Friday, December 07, 2012

BIRT and Google BigQuery



BIRT offers many ways data can be retrieved, including extending JDBC drivers, scripted data sources and implementing the Open Data Access (ODA) framework extensions.  Each of these methods has pros and cons associated with them. Generally the most re-usable method is to implement the ODA extension which allows adding a personalized GUI to the BIRT designer.  Many examples of this approach are available on Birt-Exchange.  The quickest method is to implement a scripted data source, which involves writing some Java or JavaScript to retrieve values.  This post illustrates retrieving a Google BigQuery using the scripted data source approach.   


For this report we will use the births by year query described here.   


The query is defined as "SELECT year, SUM(record_weight) as births FROM publicdata:samples.natality GROUP BY year"

The first thing we will need to do is to create a Java class that will call BigQuery.  The class for this example is shown below.  More details on the BigQuery Java API are available here.

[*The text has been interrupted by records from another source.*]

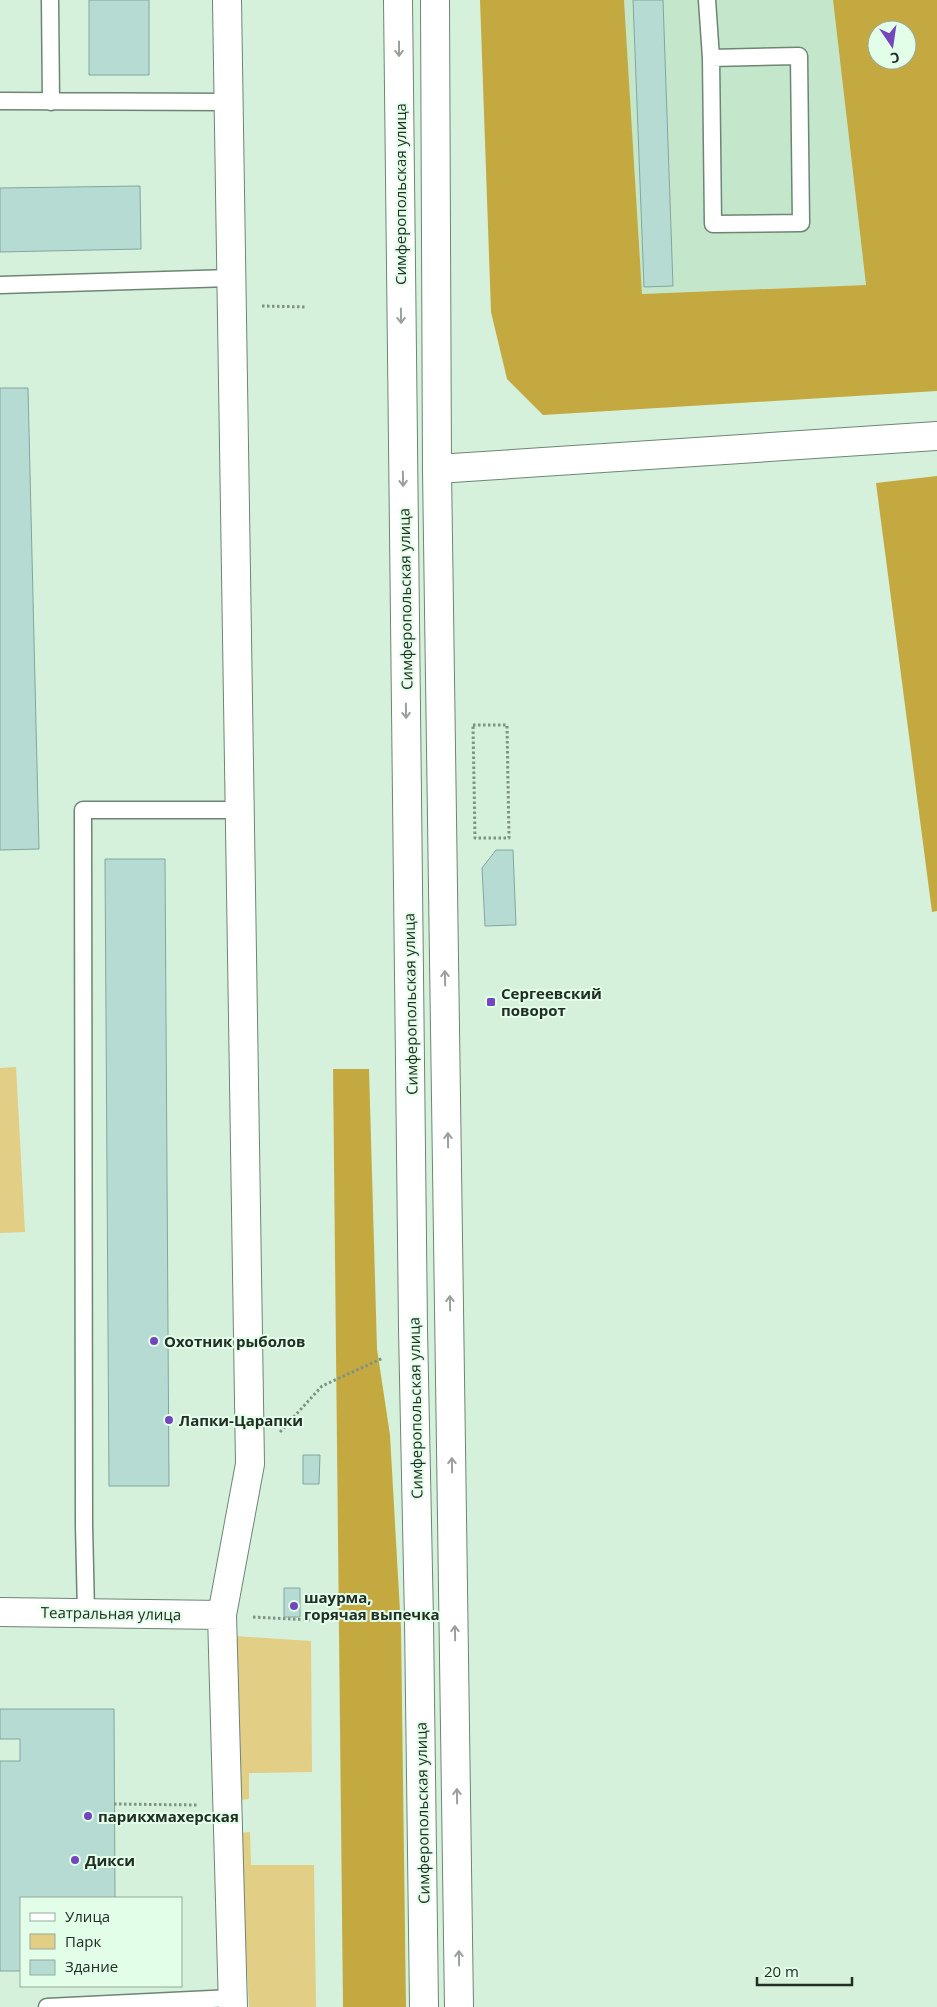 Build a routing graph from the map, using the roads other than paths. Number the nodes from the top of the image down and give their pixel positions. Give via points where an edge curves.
1 (50, 0) edge
2 (227, 0) edge
3 (398, 0) edge
4 (435, 0) edge
5 (707, 0) edge
6 (710, 58) junction
7 (0, 101) edge
8 (50, 102) junction
9 (230, 102) junction
10 (231, 278) junction
11 (0, 285) edge
12 (937, 436) edge
13 (437, 468) junction
14 (240, 810) junction
15 (0, 1612) edge
16 (86, 1613) junction
17 (222, 1615) junction
18 (232, 2003) edge
19 (204, 2004) edge
20 (47, 2007) edge
21 (424, 2007) edge
22 (459, 2007) edge

1 - 8 lane
2 - 9 main road
3 -> 21 main road, Симферопольская улица
4 - 13 main road
5 - 6 lane
6 - 6 lane via 713,224 801,223 799,56
7 - 8 lane
8 - 9 lane
9 - 10 main road
10 - 11 lane
10 - 14 main road
12 - 13 main road
22 -> 13 main road
14 - 16 lane via 83,810
14 - 17 main road via 250,1464
15 - 16 main road, Театральная улица
16 - 17 main road, Театральная улица
17 - 18 main road
18 - 19 lane
19 - 20 lane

package birt.big.query.sample;
import java.io.File;
import java.io.IOException;
import java.security.GeneralSecurityException;
import java.util.List;

import com.google.api.client.googleapis.auth.oauth2.GoogleCredential;
import com.google.api.client.http.HttpTransport;
import com.google.api.client.http.javanet.NetHttpTransport;
import com.google.api.client.json.JsonFactory;
import com.google.api.client.json.jackson.JacksonFactory;
import com.google.api.services.bigquery.Bigquery;
import com.google.api.services.bigquery.model.QueryRequest;
import com.google.api.services.bigquery.model.QueryResponse;
import com.google.api.services.bigquery.model.TableCell;
import com.google.api.services.bigquery.model.TableRow;


public class GetBigQueryData {

        private static final String SCOPE = "https://www.googleapis.com/auth/bigquery";
        private static final HttpTransport TRANSPORT = new NetHttpTransport();
        private static final JsonFactory JSON_FACTORY = new JacksonFactory();
        private Bigquery bigquery;
        private static String QUERY = "SELECT year, SUM(record_weight) as births FROM publicdata:samples.natality GROUP BY year";

        public void setupConnection() throws GeneralSecurityException, IOException{

               GoogleCredential credential = new GoogleCredential.Builder().setTransport(TRANSPORT)
                              .setJsonFactory(JSON_FACTORY)
                               .setServiceAccountId("yournumber@developer.gserviceaccount.com")
                              .setServiceAccountScopes(SCOPE)
                              .setServiceAccountPrivateKeyFromP12File(
                                             new File("locationofyourkey.p12")).build();

               bigquery = new Bigquery.Builder(TRANSPORT, JSON_FACTORY, credential)
               .setApplicationName("BigQuery-Service-Accounts/0.1")
               .setHttpRequestInitializer(credential).build();
        }
        public List executeQuery( String query) throws IOException{


               QueryRequest queryInfo = new QueryRequest().setQuery(query);

               Bigquery.Jobs.Query queryRequest = bigquery.jobs().query("yourprojectid", queryInfo);
               QueryResponse queryResponse = queryRequest.execute();
               return queryResponse.getRows();
        }

        public static void main(String[] args) throws IOException, GeneralSecurityException {
               GetBigQueryData bq = new GetBigQueryData();
               bq.setupConnection();
               List rows = bq.executeQuery(QUERY);

               if( rows != null ){
                       for (TableRow row : rows) {
                             for (TableCell field: row.getF()) {
                              System.out.printf("%s--", field.getV());
                             }
                       }
               }

        }
}
 
This is a simple class based on the Google BigQuery examples.  Note that this project was configured to use a service account.  If you plan to use the above code make sure to do the same for your project and enter the correct service account id and private key.  You will also need to specify your project id when creating the query request.  This example has two methods that will be called from BIRT setupConnection and executeQuery.  The setupConnection method just builds our GoogleCredentials object and the executeQuery method executes the passed in query string and returns the query response. 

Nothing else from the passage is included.